What Does the Market Volatility Mean?

Aug 26 2015, 10.19am GMT


Market volatility is defined as the statistical measure of the index representing that market to rise or fall sharply within a short period of time. The major characteristics of a volatile market are large price fluctuations and heavy trading, either buying or selling.

The causes of market volatility are many and varied and while individual assets might be affected by certain events or announcements, volatility across an entire market or of a global nature, as seen since the massive selloff started in China this week, need events of national importance as a trigger.

The Chicago Board Options Exchange Volatility Index (CBOE Vix) is a measure of the market's expectation of 30 day volatility and is calculated using the implied volatilities of a wide range of the S&P 500 index options. The CBOE Vix is a widely used measure of market risk and investor sentiment and is referred to as the investor fear index. There are three different volatility indexes, the VIX which tracks the S&P 500, the VXN which tracks the Nasdaq 100 while the VXD tracks the Dow Jones Industrial Average.

The last week saw some enormous moves in the markets, both in prices and volumes of shares traded, but the biggest mover of the week was the actual market volatility index.

The VIX went up for 5 successive days, doubling during the course of the week. The index, which rose by 118%, recorded its biggest weekly increase on record, according to Peter Wells of FT.com

Also, the VIX, which stood at 12.83 on 14 August and moved to 28.03 on 21 August, started off on a low base which should be taken into consideration when looking at the percentage increase. Close of day on Tuesday saw the VIX standing at 37.77, an increase of 34% in just two days.
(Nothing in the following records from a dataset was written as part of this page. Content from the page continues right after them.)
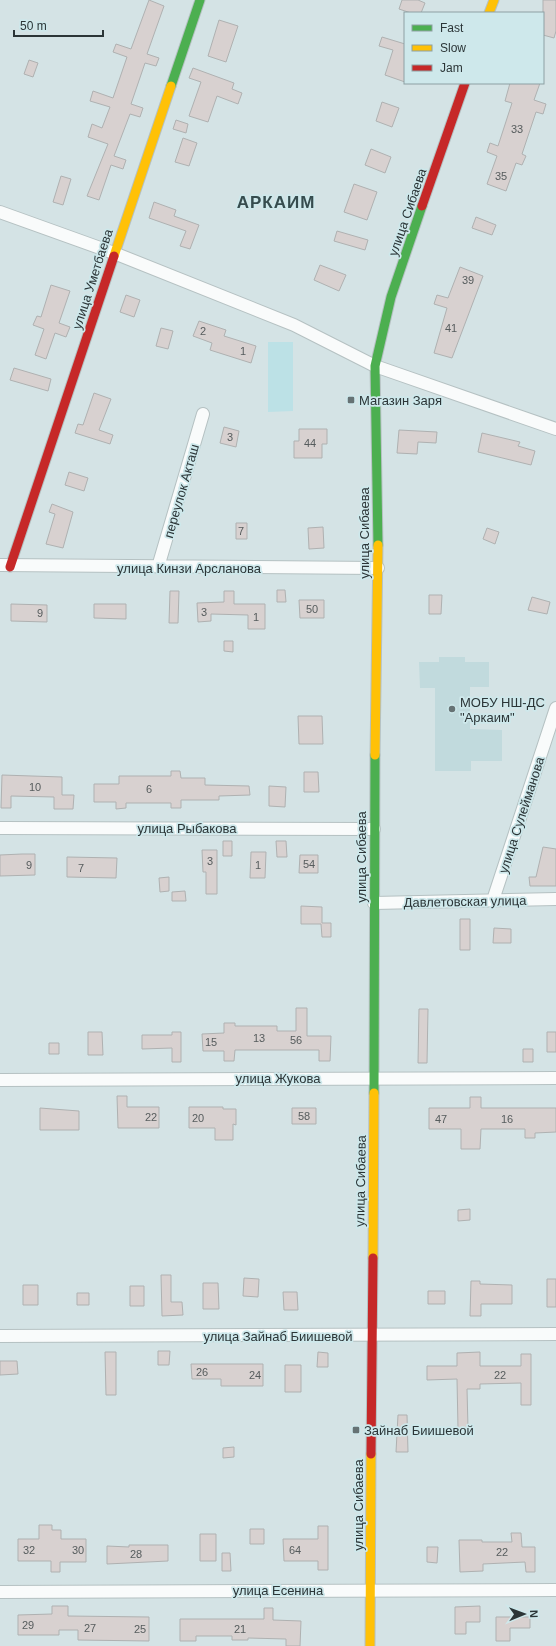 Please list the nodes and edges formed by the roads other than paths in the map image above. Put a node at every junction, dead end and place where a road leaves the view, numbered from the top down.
1 (200, 0) edge
2 (494, 0) edge
3 (489, 12) edge
4 (465, 84) edge
5 (0, 212) edge
6 (114, 253) junction
7 (375, 366) junction
8 (203, 414) dead end
9 (556, 429) edge
10 (5, 566) edge
11 (158, 567) junction
12 (378, 568) junction
13 (556, 708) edge
14 (0, 828) edge
15 (374, 829) junction
16 (556, 899) edge
17 (493, 900) junction
18 (374, 902) junction
19 (374, 1078) junction
20 (556, 1078) edge
21 (0, 1080) edge
22 (556, 1334) edge
23 (0, 1336) edge
24 (372, 1336) junction
25 (370, 1590) junction
26 (556, 1590) edge
27 (0, 1592) edge
28 (370, 1646) edge

1 - 6 main road, улица Уметбаева
2 - 3 main road
4 - 7 main road, улица Сибаева
5 - 6 street
6 - 7 street
6 - 10 main road, улица Уметбаева
7 - 9 street
7 - 12 main road, улица Сибаева
8 - 11 street, переулок Акташ
10 - 11 street, улица Кинзи Арсланова
11 - 12 street, улица Кинзи Арсланова
12 - 15 main road, улица Сибаева
13 - 17 street, улица Сулейманова
14 - 15 street, улица Рыбакова
15 - 18 main road, улица Сибаева
16 - 17 street, Давлетовская улица
17 - 18 street, Давлетовская улица
18 - 19 main road, улица Сибаева
19 - 20 street, улица Жукова
19 - 21 street, улица Жукова
19 - 24 main road, улица Сибаева
22 - 24 street, улица Зайнаб Биишевой
23 - 24 street, улица Зайнаб Биишевой
24 - 25 main road, улица Сибаева
25 - 26 street, улица Есенина
25 - 27 street, улица Есенина
25 - 28 main road, улица Сибаева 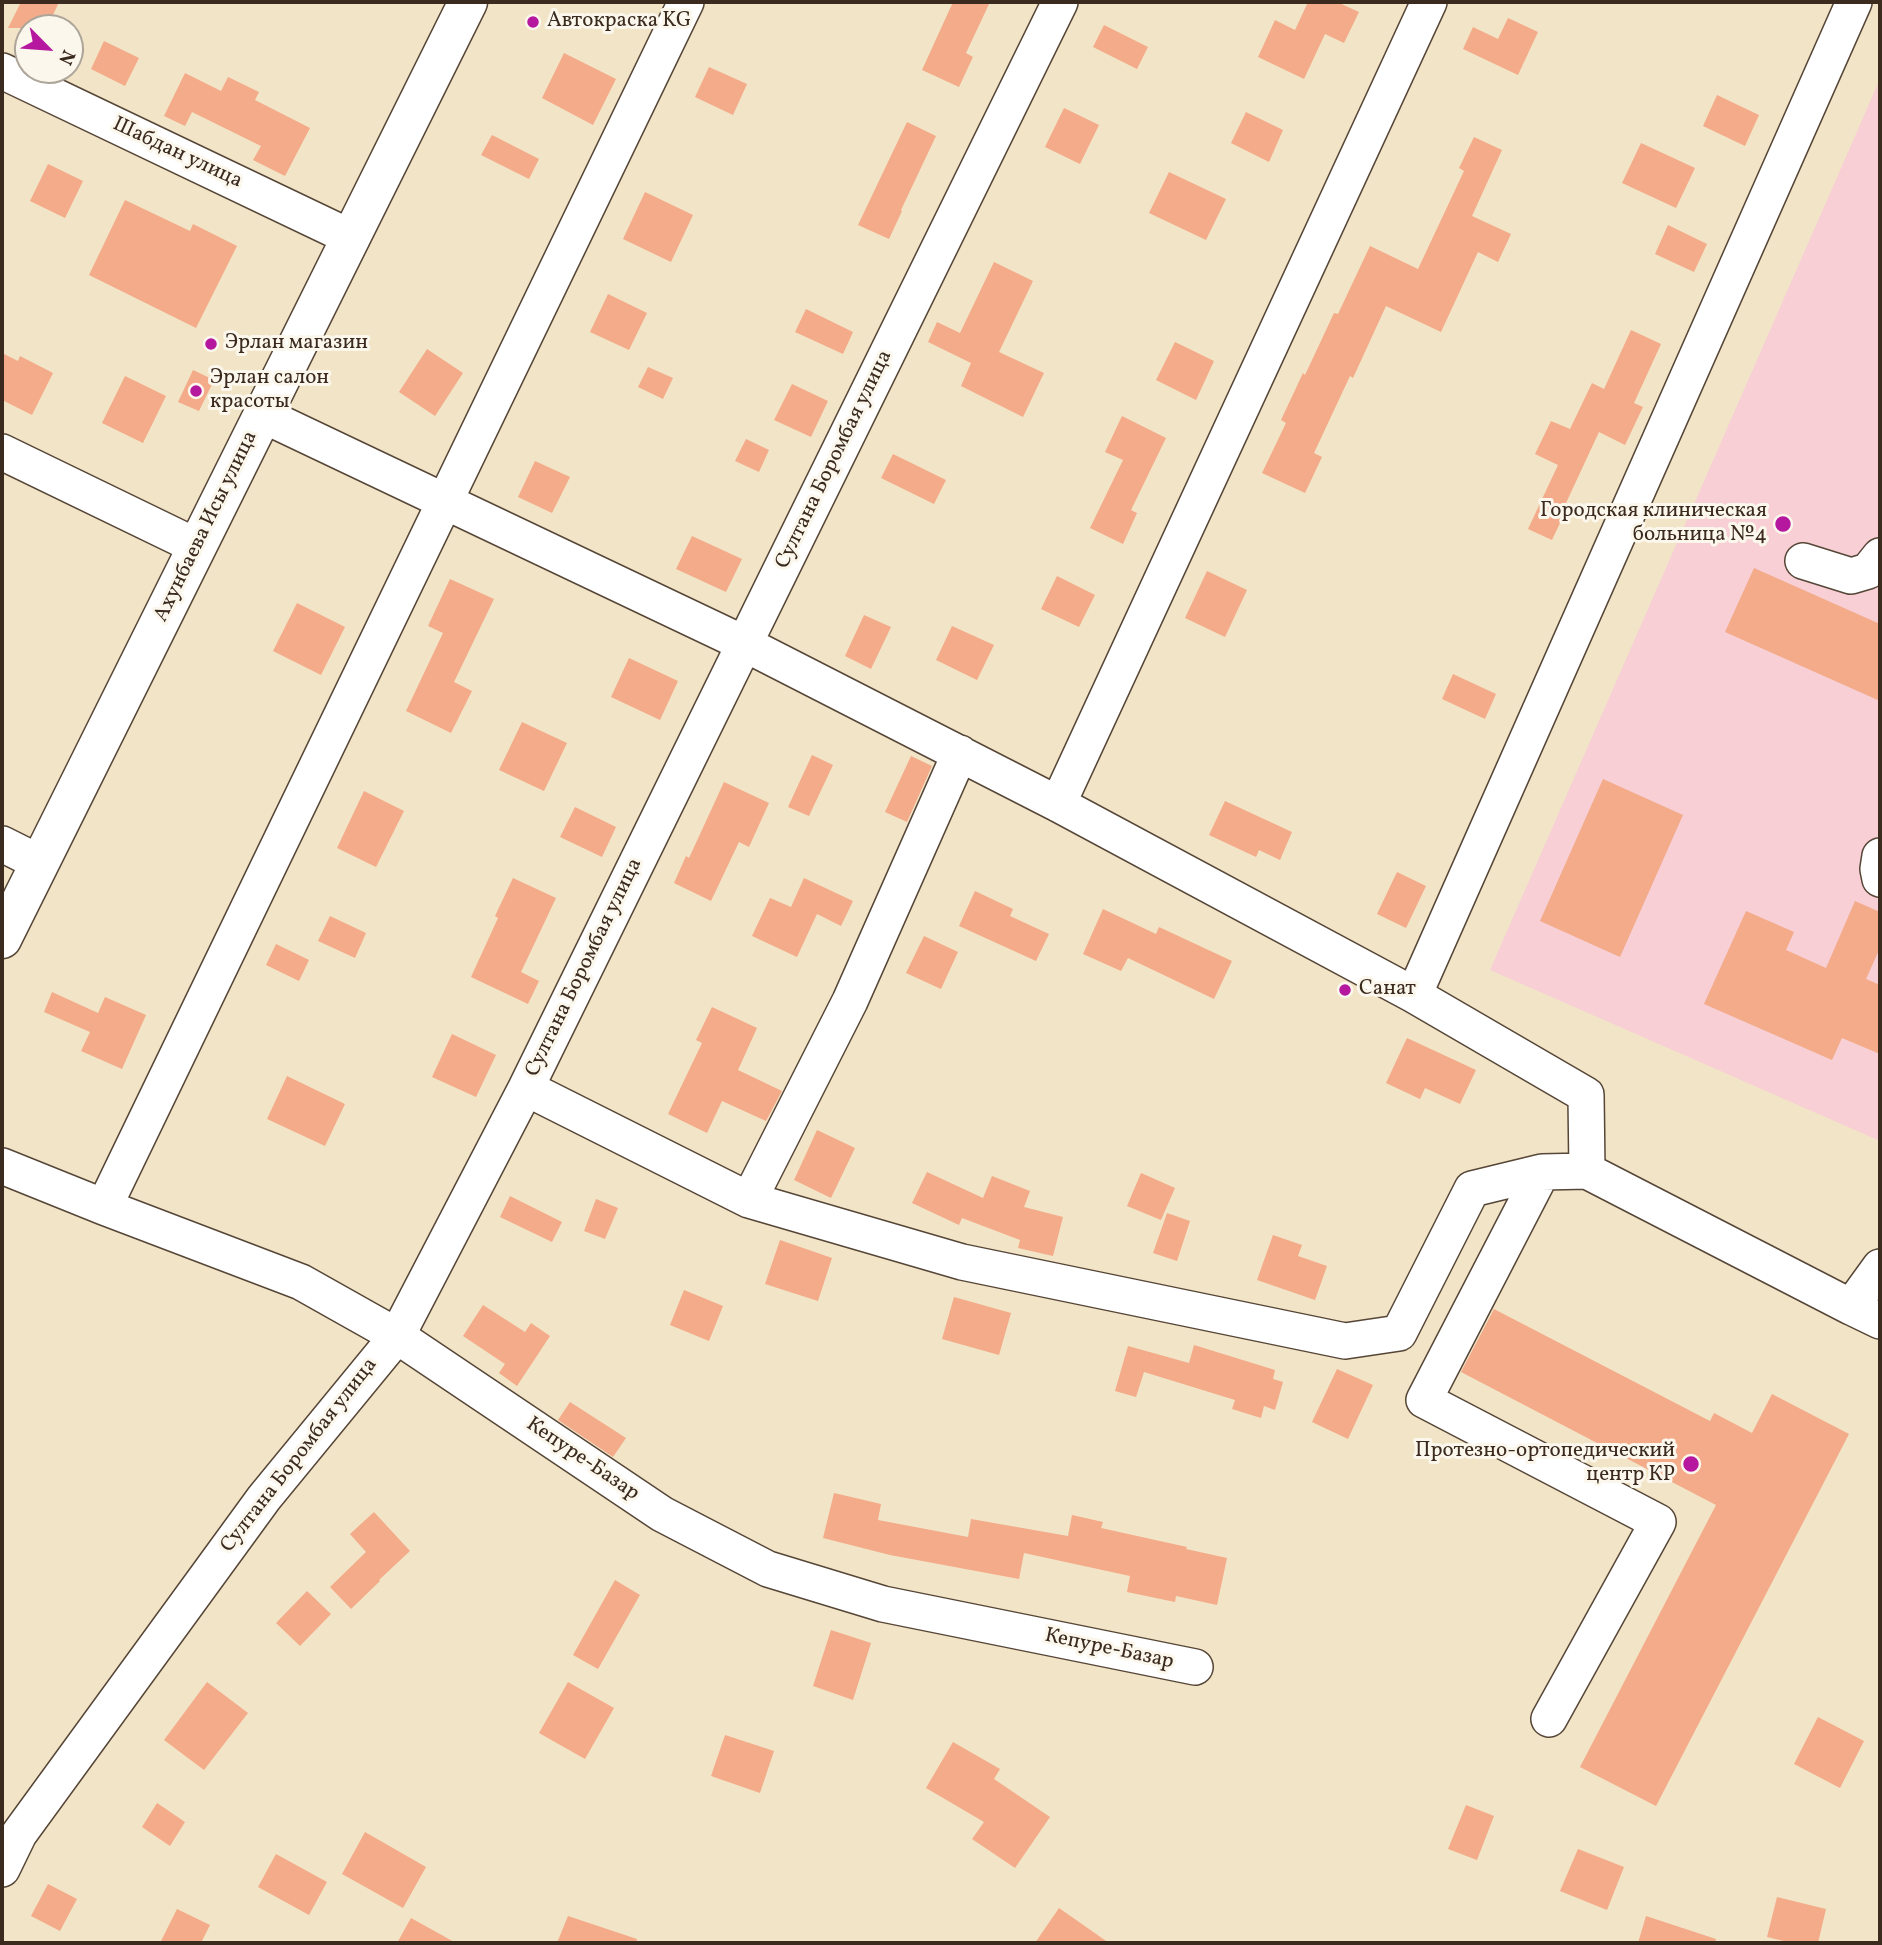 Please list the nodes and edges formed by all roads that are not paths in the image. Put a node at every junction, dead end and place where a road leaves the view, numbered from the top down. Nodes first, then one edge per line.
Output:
1 (468, 2) edge
2 (686, 2) edge
3 (1060, 2) edge
4 (1429, 2) edge
5 (1854, 2) edge
6 (2, 71) edge
7 (352, 238) junction
8 (262, 415) junction
9 (2, 452) edge
10 (445, 501) junction
11 (198, 547) junction
12 (1880, 556) edge
13 (1803, 561) dead end
14 (745, 643) junction
15 (960, 753) junction
16 (1058, 804) junction
17 (2, 844) edge
18 (1880, 856) edge
19 (40, 863) junction
20 (1880, 879) edge
21 (2, 939) edge
22 (1414, 995) junction
23 (526, 1088) junction
24 (2, 1166) edge
25 (1587, 1171) junction
26 (1542, 1172) junction
27 (749, 1200) junction
28 (104, 1207) junction
29 (1880, 1267) edge
30 (1866, 1314) edge
31 (397, 1336) junction
32 (1195, 1667) dead end
33 (1549, 1718) dead end
34 (2, 1869) edge

1 - 7 main road, Ахунбаева Исы улица
2 - 10 street
3 - 14 street, Султана Боромбая улица
4 - 16 street
5 - 22 street
6 - 7 street, Шабдан улица
7 - 8 main road, Ахунбаева Исы улица
8 - 10 street
8 - 11 main road, Ахунбаева Исы улица
9 - 11 street
10 - 14 street
10 - 28 street
11 - 19 main road, Ахунбаева Исы улица
12 - 13 street
14 - 15 street
14 - 23 street, Султана Боромбая улица
15 - 16 street
15 - 27 street
16 - 22 street
17 - 19 street
18 - 20 street
19 - 21 main road, Ахунбаева Исы улица
22 - 25 street
23 - 27 street
23 - 31 street, Султана Боромбая улица
24 - 28 street, Кепуре-Базар
25 - 26 street
25 - 30 street
26 - 27 street
26 - 33 street
28 - 31 street, Кепуре-Базар
29 - 30 street
31 - 32 street, Кепуре-Базар
31 - 34 street, Султана Боромбая улица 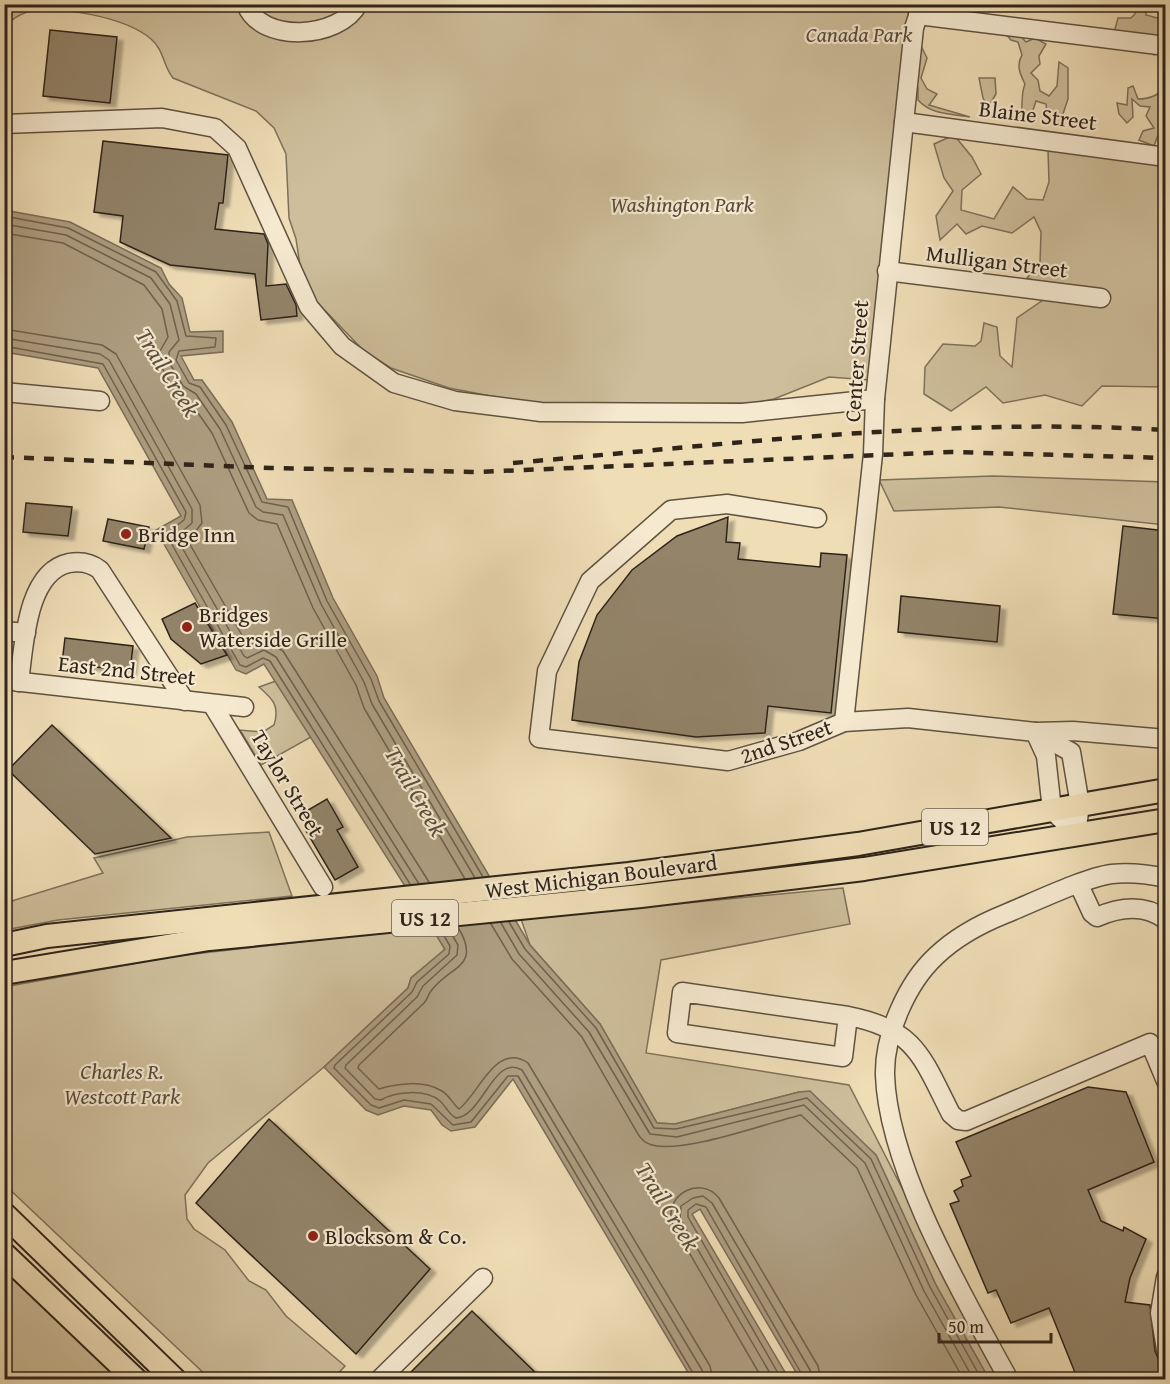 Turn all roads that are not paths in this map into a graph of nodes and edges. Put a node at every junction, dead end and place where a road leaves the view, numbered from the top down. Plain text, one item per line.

The 15.2 points the index rose week-on-week is the third biggest weekly increase on record in terms of points.

Despite the big increase week-on-week, the index is nowhere near the levels seen during the height of the financial crisis in 2008 which saw the VIX peak at 59.89 and more recently in September 2011, when it reached 42.96.

The reasons for the big increase in market volatility at the moment are more difficult to define with Ben Branch, professor of finance with the Isenberg School of Management, attributing it to a number of factors, particularly to events in China.

He said, “That's the trigger that impacted the market”, adding that it's not likely to devastate markets in the U.S. although they will continue to be volatile.

Professor Branch added, “There’s the decline in their rate of growth which has been rapid and the country needs to switch from an export based to a consumer based economy. China is a big importer of raw materials and as the economy there weakens, it has ramifications for the rest of the world.”

Setting investors’ fears at rest, he also said that while the market crash we witnessed over the last few days was reminiscent of the days of the Great Recession, the current U.S. economy is not the U.S. economy it was then.

“This is dramatically different from that. Nobody is forecasting a recession.” he concluded.